Read the full article by The Atlantic Cities at http://www.theatlanticcities.com/jobs-and-economy/2014/04/7-reasons-us-infrastructure-projects-cost-way-more-they-should/8799/
By Scott Beyer
Republicans have long wanted to reduce Washington’s role in transportation, most recently through a bill that would nearly repeal the gas tax. They argue that by collecting this revenue and redistributing it to the states, the federal government now functions as a wasteful bureaucratic top layer, and that if states could just keep the revenue, more would go towards actual construction. A closer look at existing federal policy strengthens their point.
In 2005, the Cato Institute published Gabriel Roth’s paper “Liberating the Roads,” which detailed some of the federal government’s inefficiencies. It included a statement by former Federal Highway Administration head Robert Farris, who estimated that Washington’s role in transportation adds 30 percent to costs. This figure is remarkable, since roughly $40 billion is spent annually from the highway fund, suggesting billions in waste. By Farris’ tenure in the late 1980s, Washington was already imposing expensive transportation regulations, and many have since been strengthened by Obama. Here are some particularly costly ones:
1. Davis-Bacon Laws: Passed in 1931, the Davis-Bacon Act mandates that laborers for federal public works projects receive local prevailing wages. Meant to elevate the pay of carpenters and mechanics, the law today dubiously elevates costs. The Labor Department determines these wages not through comprehensive Bureau of Labor Statistics data, but a special bureaucracy called the Wage and Hour Division. It is known for conducting byzantine local pay studies that delay construction, and favor union wage scales. Thus it has, according to a study from the conservative Heartland Institute, calculated prevailing wages at 22 percent above BLS figures, forcing higher prices.
2. Project Labor Agreements: In 2009, President Obama signed an executive order mandating that contractors for federal projects exceeding $25 million sign Project Labor Agreements, which guarantee the hiring of union workers. These prearranged deals are meant to quell labor disputes, but in practice can act more as a solution in search of a problem.
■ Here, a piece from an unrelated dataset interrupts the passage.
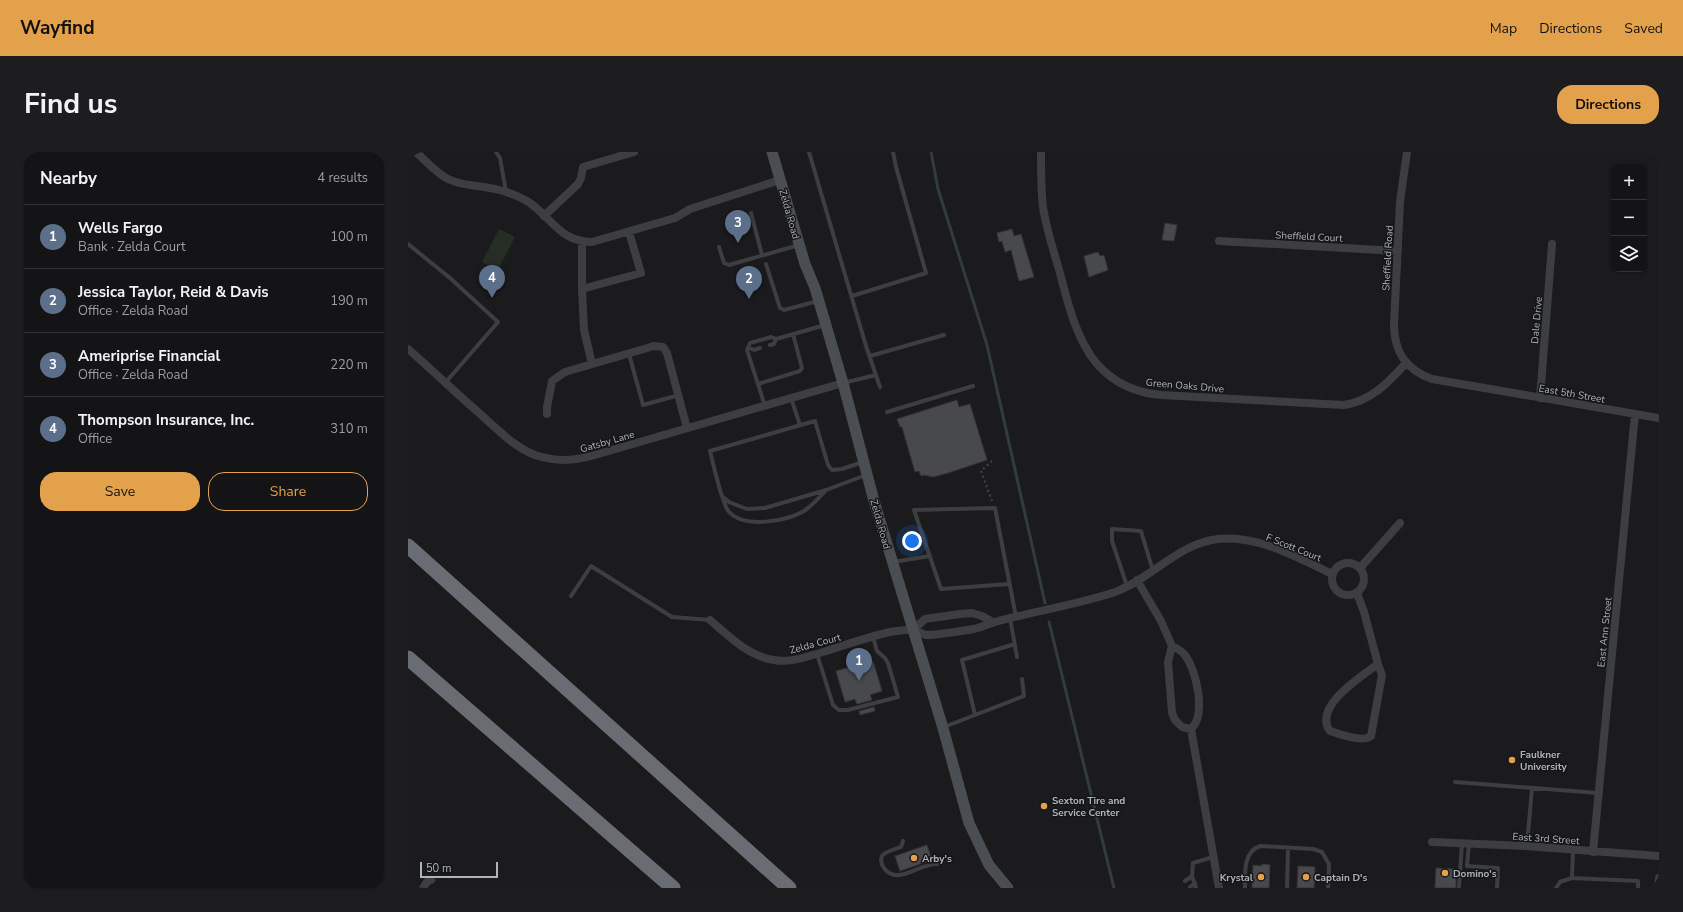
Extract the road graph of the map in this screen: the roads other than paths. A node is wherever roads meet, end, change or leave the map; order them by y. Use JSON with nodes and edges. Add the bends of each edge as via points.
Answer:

According to a National University System Institute study, their use on school projects has raised construction costs by 13 to 15 percent.
3. ‘Buy America’ Provision: For decades, this provision has discouraged projects from being built with manufactured goods made outside the U.S. Obama strengthened it in the 2009 stimulus package to include projects besides just highways. One condition for ignoring the provision is if it increases costs by 25 percent—suggesting that its inefficiencies were already recognized, but that it was passed anyway out of political favoritism.
4. Lengthy Environmental Reviews: The National Environmental Policy Act, signed by President Nixon in 1970, requires environmental impact reviews for federal projects. While these reviews address important factors like runoff and pollution, they can also be used by NIMBYs to encourage delay and litigation. NEPA studies are also sometimes redundant in light of state-level reviews, causing the approval process for some projects to extend 10 to 15 years. Last year, President Obama bypassed Congress to strengthen NEPA through executive order.
5. Transportation Alternatives Program: Everyone can agree that walking trails, complete streets, historic renovations, landscaping, and bike lanes are public goods, but should they be paid for with highway fund money? This is the current policy of the FHWA, which funds trails and bike lanes through its Transportation Alternatives Program, often making these sorts of projects conditions for approving larger projects. Reasonable people might disagree about whether or not this violates local autonomy, or strays from the fund’s original mission of enhancing mobility through roads and rail. But, by accounting for 2 percent of fund revenues, TAP undoubtedly raises expenses.
6. Administrative Costs: Currently, U.S. transportation revenue is like a boomerang, going from the states to Washington and back. Naturally, this process adds bureaucratic costs. For example the FHWA, which is partly funded by the gas tax, spends over $400 million annually on administration. This is despite the fact that, by prioritizing for the Department of Transportation which projects need funding, the agency somewhat duplicates the tasks of state DOTs. Roth estimated that since 1956, the percentage of transportation revenue spent on “administration and research” has nearly tripled, something he attributed to a stronger federal role.
7. Toll Bans: Although tolls exist along some stretches of interstate, they are generally not permitted by the federal government. This has diverted infrastructure costs away from actual users of roads, making them more widely distributed. It has also stripped the government of a key revenue source that could be used for repairs, and for cheaper borrowing.
What these policies show is that federal transportation priorities aren’t solely about transportation. They address a variety of other goals, from elevating wages to increasing unionization to encouraging alternatives to lowering costs-of-living for the poor. But even those who support such goals must acknowledge that funding them through transportation policy can come at the expense of actually building or properly maintaining infrastructure.